Purpose of review: Lymphocyte trafficking is regulated by adhesion molecules mediating the initial shear-resistant binding of circulating cells to target tissue endothelium (Step 1). This review focuses on the current and emerging perspectives of the biology of these 'homing receptors.'
Recent findings: The conventional multistep paradigm holds that leukocyte migration represents a cascade of events, initiated by tethering and rolling interactions of leukocytes on the endothelial surface (Step 1). These interactions are indispensable, required to dampen velocities sufficiently to allow cells to sense the local chemokines and/or other inflammatory signals resulting in activation of integrin adhesiveness (Step 2), with ensuing firm adherence on the vessel wall (Step 3) followed by endothelial transmigration (Step 4). Mechanistic studies now suggest that some effectors of Step 1 interactions themselves activate integrin adhesiveness and trigger transmigration--in some cases by forming complexes with integrins--thus bypassing the need for chemokine signaling.

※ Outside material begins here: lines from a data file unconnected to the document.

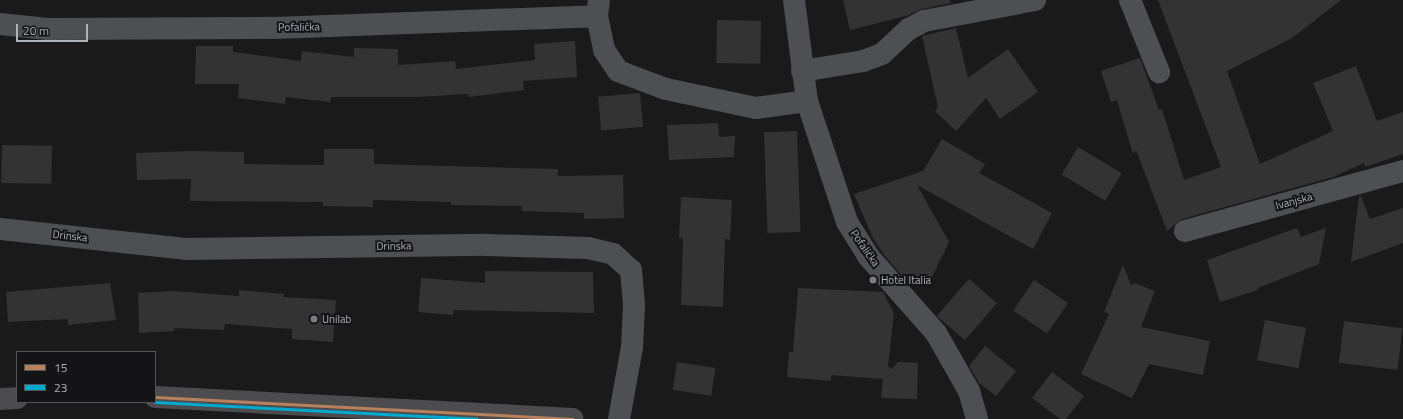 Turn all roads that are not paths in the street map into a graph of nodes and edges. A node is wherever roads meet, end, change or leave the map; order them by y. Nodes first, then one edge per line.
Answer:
1 (794, 0) edge
2 (1035, 0) edge
3 (1130, 0) edge
4 (598, 8) edge
5 (0, 24) edge
6 (802, 71) junction
7 (1159, 72) dead end
8 (806, 101) junction
9 (1403, 171) edge
10 (0, 229) edge
11 (1185, 231) dead end
12 (156, 397) edge
13 (0, 398) edge
14 (16, 398) edge
15 (572, 419) edge
16 (619, 419) edge
17 (977, 419) edge

1 - 6 street, Pofalićka
2 - 6 street
3 - 7 street
4 - 5 street, Pofalićka
4 - 8 street, Pofalićka
6 - 8 street, Pofalićka
8 - 17 street, Pofalićka
9 - 11 street, Ivanjska
10 - 16 street, Drinska
12 - 15 main road
13 - 14 main road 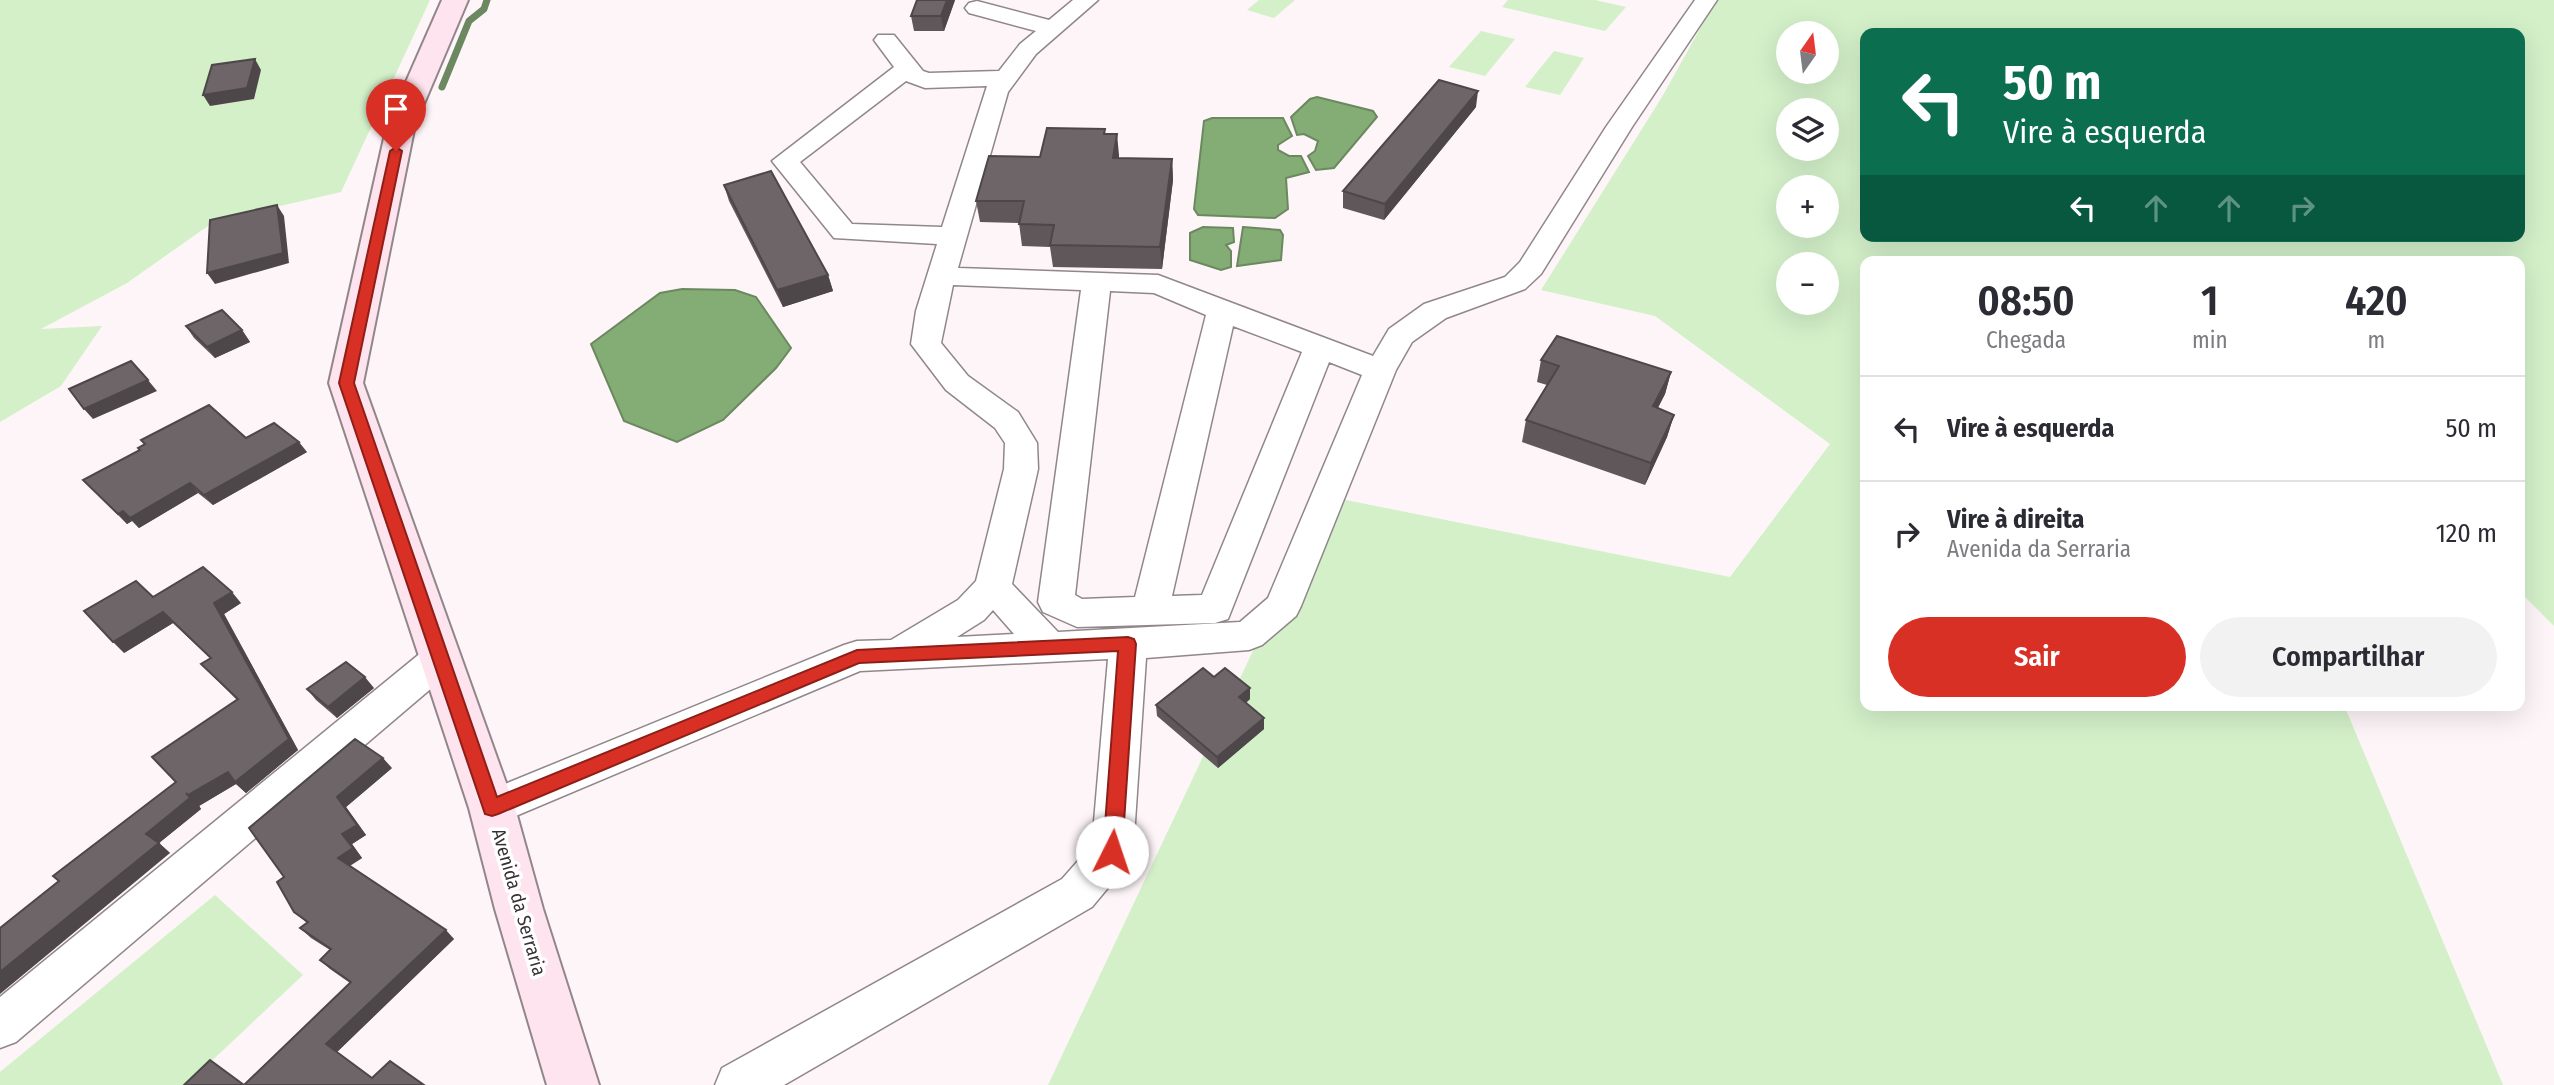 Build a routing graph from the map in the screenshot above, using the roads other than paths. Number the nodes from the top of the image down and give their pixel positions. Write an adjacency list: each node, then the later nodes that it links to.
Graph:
1 (455, 0): 19 (main road, Avenida da Serraria)
2 (1087, 0): 5 (street)
3 (1706, 0): 14 (street)
4 (976, 8): 5 (street)
5 (1052, 29): 8 (street)
6 (886, 40): 7 (street)
7 (908, 68): 8 (street); 9 (street)
8 (1005, 78): 9 (street)
9 (953, 236): 10 (street)
10 (942, 276): 11 (street); 15 (street)
11 (1097, 281): 12 (street); 16 (street)
12 (1222, 310): 13 (street); 16 (street)
13 (1318, 348): 14 (street); 16 (street)
14 (1380, 370): 16 (street)
15 (993, 587): 17 (street); 18 (street)
16 (1139, 627): 17 (street); 23 (street)
17 (1049, 647): 18 (street)
18 (897, 654): 20 (street)
19 (441, 658): 20 (main road, Avenida da Serraria); 21 (street)
20 (492, 808): 22 (main road, Avenida da Serraria)
21 (0, 1026)
22 (573, 1085)
23 (739, 1085)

These findings force a reconsideration of the multistep paradigm, and shift focus now to identifying all relevant effectors of Step 1 interactions using adherence assays performed under shear stress to mimic the dynamic conditions of blood flow.
Summary: Recent findings suggest that homing receptors are not merely molecular brakes. The cross-talk among the homing receptors and integrins opens a new 'avenue' to lymphocyte migration, suggesting that homing receptors may be sufficient alone, in some cases, to perform the function the name implies.